With No One Can Be This Tomorrow I just wanted to selfishly explore the idea that the black experience really was not as watered down as it is when you read like a textbook. It’s presented in a way that’s very uplifting and monolithic like everyone in the black community was moving in this direction, and that’s not the case. You know you look at the fact that there were some slaves because they didn’t know any better and they had never had any experience with freedom, were terrified of it. Everyone thought that with Emancipation there was going to be equality, but clearly there’s not, so it just depends on the project.
You do need a level of fearlessness. When I first started making serious work I rarely produced images of African-Americans, it was mostly images of like white individuals because I didn’t think anyone wanted to see an image of a black person, and I was terrified I didn’t think that was going to get me through the door because all you hear about are white artists. As you become more comfortable with yourself and you become more comfortable with your practice you develop a level of being comfortable, and that produces a fearlessness where you can produce what you want. And you’re not afraid to talk about your experiences of being black, or your experiences of growing up in Los Angeles, or you know the fact that, in my case, my father was a crackhead; I wouldn’t tell anybody about that for years. So if you’re not in that spot, if you’re not fearless then you don’t make true work. Your work is sort of catering to something else, it’s not to you and that’s why you kind of need to develop and grow so you can get to that point and then really produce the work you should be producing.

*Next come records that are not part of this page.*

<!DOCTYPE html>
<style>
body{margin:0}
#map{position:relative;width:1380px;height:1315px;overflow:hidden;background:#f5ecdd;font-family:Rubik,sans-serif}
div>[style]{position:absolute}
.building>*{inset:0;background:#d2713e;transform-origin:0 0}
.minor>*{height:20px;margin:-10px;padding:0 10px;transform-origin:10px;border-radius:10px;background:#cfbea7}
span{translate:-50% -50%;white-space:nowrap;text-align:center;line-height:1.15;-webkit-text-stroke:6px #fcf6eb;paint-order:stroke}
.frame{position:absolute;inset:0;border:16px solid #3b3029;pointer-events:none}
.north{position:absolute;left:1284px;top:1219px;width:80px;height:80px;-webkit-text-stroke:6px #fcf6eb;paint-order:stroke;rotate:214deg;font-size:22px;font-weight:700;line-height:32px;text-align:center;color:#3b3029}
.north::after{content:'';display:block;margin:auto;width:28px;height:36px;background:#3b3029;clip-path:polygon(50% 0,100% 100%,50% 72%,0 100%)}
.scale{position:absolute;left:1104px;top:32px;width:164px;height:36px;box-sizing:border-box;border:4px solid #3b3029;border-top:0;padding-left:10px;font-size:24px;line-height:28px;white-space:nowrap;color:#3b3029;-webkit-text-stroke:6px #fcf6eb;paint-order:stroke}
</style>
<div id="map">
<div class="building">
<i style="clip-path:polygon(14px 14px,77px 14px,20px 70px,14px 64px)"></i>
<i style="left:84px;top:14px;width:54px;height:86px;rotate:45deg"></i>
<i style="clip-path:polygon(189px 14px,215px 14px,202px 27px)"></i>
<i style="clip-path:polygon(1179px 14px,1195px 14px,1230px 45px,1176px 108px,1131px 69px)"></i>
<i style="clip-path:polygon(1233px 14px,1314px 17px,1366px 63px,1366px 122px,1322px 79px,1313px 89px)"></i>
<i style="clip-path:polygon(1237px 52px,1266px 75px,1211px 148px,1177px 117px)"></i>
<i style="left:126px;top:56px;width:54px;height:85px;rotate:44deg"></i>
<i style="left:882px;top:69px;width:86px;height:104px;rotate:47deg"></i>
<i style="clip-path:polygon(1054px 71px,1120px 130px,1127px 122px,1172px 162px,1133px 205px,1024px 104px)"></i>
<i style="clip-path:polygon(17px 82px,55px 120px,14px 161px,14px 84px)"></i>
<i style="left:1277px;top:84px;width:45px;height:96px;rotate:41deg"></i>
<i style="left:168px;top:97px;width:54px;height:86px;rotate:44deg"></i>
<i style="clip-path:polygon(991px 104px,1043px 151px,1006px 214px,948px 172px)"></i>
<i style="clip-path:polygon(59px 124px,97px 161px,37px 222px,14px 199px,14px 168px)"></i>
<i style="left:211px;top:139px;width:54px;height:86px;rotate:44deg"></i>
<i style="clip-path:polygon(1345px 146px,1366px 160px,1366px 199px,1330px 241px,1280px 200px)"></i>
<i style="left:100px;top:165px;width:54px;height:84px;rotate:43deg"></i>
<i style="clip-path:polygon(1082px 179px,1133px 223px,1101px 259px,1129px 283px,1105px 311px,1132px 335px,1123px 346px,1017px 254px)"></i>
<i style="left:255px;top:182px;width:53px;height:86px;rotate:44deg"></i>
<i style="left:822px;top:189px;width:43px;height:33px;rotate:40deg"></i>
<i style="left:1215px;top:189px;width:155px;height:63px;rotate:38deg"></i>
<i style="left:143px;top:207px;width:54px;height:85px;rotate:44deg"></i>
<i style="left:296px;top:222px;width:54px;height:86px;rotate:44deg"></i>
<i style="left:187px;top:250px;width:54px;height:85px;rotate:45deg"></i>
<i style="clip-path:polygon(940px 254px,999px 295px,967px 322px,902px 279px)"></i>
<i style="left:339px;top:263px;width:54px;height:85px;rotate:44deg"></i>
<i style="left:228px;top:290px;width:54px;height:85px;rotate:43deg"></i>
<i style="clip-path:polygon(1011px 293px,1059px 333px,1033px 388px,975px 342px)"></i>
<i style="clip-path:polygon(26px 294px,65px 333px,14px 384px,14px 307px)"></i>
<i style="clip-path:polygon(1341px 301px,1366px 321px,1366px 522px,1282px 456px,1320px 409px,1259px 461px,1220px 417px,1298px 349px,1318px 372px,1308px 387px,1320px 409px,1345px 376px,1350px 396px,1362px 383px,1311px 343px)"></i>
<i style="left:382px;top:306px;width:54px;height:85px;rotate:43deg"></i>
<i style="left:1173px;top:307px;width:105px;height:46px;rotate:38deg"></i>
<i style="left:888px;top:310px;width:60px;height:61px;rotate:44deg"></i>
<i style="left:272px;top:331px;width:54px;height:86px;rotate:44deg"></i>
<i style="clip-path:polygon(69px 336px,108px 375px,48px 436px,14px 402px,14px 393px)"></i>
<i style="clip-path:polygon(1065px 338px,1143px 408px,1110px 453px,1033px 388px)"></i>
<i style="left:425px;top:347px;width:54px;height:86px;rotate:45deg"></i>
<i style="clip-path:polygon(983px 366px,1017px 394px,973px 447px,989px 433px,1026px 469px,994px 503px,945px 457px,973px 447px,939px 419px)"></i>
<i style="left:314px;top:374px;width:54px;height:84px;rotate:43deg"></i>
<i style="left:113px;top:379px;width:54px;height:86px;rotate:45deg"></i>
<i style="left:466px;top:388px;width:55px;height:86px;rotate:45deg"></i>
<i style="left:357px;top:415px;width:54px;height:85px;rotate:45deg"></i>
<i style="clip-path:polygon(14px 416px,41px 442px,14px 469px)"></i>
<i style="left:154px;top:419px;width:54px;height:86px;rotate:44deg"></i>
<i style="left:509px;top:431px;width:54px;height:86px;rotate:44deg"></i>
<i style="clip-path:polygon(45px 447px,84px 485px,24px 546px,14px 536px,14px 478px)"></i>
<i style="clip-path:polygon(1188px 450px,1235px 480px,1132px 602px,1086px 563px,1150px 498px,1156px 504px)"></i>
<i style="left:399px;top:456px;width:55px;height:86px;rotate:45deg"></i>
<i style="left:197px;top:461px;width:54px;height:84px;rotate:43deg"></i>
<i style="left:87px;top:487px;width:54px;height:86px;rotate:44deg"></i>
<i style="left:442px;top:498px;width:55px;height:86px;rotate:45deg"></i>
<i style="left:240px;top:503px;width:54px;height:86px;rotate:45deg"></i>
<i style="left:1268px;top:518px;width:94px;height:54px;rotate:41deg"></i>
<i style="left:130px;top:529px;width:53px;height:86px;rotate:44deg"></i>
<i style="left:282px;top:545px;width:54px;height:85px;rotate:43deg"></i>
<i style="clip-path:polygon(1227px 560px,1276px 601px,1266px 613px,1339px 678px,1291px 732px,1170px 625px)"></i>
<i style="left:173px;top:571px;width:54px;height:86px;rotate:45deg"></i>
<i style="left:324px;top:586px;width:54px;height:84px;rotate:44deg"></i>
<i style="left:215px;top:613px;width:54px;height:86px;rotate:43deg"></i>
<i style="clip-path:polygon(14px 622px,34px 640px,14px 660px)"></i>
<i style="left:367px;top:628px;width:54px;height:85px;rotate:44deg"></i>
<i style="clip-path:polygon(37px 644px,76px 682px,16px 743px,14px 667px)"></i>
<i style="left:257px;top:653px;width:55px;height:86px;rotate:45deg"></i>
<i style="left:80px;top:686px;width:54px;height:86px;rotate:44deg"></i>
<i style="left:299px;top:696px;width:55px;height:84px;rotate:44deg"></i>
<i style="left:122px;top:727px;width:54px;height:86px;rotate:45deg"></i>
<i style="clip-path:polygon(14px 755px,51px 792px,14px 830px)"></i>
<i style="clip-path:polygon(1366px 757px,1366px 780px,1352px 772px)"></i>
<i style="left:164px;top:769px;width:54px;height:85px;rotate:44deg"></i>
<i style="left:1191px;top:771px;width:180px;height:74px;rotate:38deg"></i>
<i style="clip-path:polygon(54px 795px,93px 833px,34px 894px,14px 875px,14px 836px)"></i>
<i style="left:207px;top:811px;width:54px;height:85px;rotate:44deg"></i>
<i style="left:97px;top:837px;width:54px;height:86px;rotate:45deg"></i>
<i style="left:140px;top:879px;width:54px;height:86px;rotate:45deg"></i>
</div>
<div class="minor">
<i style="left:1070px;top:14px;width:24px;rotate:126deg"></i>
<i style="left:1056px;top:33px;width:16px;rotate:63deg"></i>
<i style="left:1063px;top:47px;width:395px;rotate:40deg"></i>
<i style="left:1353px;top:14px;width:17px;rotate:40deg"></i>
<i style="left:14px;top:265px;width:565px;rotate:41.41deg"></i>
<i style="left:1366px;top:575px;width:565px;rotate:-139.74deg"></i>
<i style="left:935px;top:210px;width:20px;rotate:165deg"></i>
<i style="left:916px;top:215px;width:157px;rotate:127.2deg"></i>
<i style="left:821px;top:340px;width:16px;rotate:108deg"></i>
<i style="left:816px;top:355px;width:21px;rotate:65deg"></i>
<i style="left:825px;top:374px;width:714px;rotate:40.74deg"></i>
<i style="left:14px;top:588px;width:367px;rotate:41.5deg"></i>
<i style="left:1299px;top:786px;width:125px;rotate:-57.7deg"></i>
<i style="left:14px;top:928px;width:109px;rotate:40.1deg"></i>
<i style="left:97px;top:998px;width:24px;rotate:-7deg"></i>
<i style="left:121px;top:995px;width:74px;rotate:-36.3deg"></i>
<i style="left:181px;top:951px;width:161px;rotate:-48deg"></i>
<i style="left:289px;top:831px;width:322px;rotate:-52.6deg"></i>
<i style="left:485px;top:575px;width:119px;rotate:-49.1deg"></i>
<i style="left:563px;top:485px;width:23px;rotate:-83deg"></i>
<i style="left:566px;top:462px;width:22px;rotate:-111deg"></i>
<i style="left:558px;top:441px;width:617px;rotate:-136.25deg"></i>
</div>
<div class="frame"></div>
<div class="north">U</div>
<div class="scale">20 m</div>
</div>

Right now I’m doing work about what if in 1984 five women came from the future and gave the world gender equality, and the pros and cons of that. So what happens to the white male agenda, how do they respond to that, what happens to the color barrier, do these women view the world very differently because you don’t have a white patriarchal system anymore, so does that balance things out more. So there’s that, it’s got like a “Can You Feel It?” Jackson 5 vibe to it and there will be some video stuff involved with it as well.